• **Records from a collection**
'''

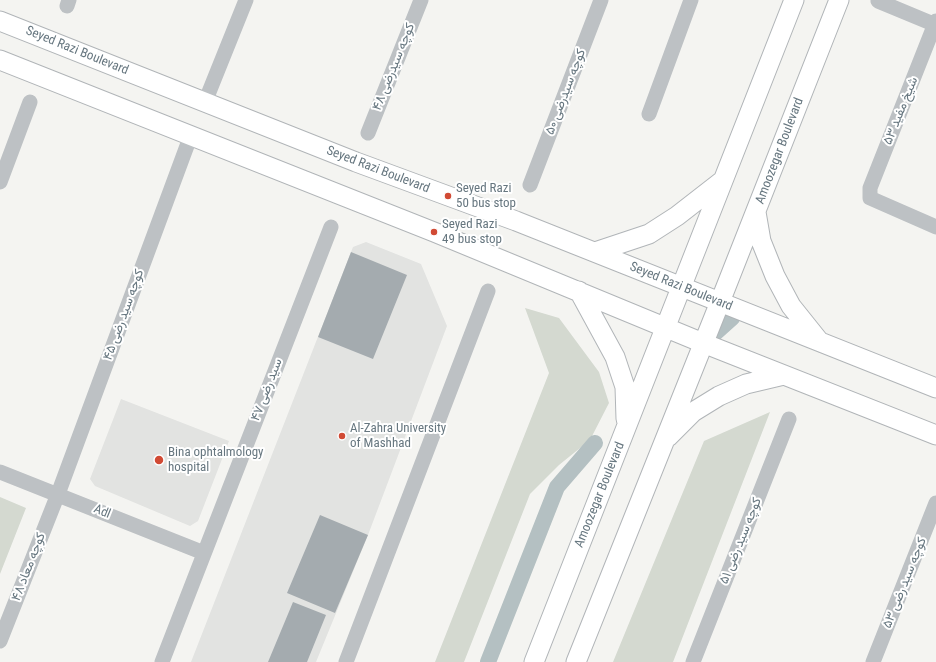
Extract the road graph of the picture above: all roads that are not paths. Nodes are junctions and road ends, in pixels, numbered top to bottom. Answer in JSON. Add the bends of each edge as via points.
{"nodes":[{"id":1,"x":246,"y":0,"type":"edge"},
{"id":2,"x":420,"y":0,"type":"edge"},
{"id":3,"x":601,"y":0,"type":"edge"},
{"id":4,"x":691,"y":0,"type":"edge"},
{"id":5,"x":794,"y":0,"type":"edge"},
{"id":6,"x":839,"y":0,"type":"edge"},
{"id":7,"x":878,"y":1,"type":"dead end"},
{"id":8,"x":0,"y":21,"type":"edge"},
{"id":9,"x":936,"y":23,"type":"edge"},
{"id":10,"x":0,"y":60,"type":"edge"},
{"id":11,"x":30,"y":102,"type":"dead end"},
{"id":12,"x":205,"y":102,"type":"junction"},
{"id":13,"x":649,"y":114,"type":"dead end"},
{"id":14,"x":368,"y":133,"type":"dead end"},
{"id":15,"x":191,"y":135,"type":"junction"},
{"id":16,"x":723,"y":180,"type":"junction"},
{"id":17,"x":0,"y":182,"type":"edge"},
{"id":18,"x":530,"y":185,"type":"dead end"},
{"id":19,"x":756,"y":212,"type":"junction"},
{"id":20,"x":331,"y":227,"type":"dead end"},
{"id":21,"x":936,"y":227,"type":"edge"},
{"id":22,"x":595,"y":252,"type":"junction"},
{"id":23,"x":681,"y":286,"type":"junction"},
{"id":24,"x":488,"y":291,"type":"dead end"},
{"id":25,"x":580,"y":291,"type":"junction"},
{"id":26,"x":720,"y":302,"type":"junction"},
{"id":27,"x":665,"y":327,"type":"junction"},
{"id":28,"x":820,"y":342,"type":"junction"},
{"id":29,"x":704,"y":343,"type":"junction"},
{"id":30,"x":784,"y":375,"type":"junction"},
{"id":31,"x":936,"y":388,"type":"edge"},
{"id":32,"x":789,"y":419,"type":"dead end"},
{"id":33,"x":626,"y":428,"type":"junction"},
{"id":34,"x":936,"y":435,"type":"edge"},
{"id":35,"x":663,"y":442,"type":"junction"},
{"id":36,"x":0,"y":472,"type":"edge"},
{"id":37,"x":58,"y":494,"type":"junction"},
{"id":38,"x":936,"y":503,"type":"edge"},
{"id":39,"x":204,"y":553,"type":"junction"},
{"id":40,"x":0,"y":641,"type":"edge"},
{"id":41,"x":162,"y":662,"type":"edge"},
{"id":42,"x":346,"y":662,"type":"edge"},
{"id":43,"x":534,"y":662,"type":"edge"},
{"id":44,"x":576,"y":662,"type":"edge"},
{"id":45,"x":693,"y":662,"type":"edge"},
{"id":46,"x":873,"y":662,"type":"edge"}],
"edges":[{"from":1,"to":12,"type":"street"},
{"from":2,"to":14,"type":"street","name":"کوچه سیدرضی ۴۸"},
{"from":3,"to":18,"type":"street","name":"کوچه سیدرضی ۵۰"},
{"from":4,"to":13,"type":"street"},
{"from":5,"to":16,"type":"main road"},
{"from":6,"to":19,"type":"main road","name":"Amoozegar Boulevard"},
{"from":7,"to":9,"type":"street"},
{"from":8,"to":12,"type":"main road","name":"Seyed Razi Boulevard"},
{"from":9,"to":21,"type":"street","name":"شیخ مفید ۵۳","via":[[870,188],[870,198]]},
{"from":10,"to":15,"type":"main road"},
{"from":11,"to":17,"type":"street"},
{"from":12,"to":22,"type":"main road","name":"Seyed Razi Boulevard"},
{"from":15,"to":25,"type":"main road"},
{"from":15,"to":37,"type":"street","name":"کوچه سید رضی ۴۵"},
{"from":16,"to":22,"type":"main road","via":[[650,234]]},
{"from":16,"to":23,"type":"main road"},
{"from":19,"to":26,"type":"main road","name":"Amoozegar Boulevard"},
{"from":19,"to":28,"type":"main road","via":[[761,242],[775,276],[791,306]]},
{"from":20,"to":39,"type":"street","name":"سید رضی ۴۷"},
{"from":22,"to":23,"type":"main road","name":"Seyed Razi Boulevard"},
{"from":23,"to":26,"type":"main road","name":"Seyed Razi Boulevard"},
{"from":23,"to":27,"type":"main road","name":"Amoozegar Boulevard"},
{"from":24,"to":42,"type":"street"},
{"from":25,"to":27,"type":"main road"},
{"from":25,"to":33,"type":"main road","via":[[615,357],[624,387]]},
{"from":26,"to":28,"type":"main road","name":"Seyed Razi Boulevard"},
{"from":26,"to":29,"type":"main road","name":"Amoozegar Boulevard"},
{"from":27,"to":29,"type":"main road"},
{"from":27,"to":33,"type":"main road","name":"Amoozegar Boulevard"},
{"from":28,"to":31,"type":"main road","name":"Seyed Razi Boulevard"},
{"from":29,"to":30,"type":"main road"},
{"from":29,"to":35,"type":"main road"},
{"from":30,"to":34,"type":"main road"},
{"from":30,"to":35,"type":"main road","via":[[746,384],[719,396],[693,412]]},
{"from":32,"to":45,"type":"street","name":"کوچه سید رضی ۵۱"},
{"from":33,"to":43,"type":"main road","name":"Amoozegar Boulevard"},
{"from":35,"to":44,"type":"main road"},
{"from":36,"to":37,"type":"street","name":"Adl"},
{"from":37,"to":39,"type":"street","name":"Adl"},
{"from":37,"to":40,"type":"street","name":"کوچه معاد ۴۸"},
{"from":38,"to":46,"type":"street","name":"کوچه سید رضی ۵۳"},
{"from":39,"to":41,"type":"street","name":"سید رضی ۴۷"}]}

'''

• **TASK ITEM**
Show all lines from the data above in which the word "کوچه" appears.

• **SOLUTION FOR THIS EXERCISE**
{"from":2,"to":14,"type":"street","name":"کوچه سیدرضی ۴۸"},
{"from":3,"to":18,"type":"street","name":"کوچه سیدرضی ۵۰"},
{"from":15,"to":37,"type":"street","name":"کوچه سید رضی ۴۵"},
{"from":32,"to":45,"type":"street","name":"کوچه سید رضی ۵۱"},
{"from":37,"to":40,"type":"street","name":"کوچه معاد ۴۸"},
{"from":38,"to":46,"type":"street","name":"کوچه سید رضی ۵۳"},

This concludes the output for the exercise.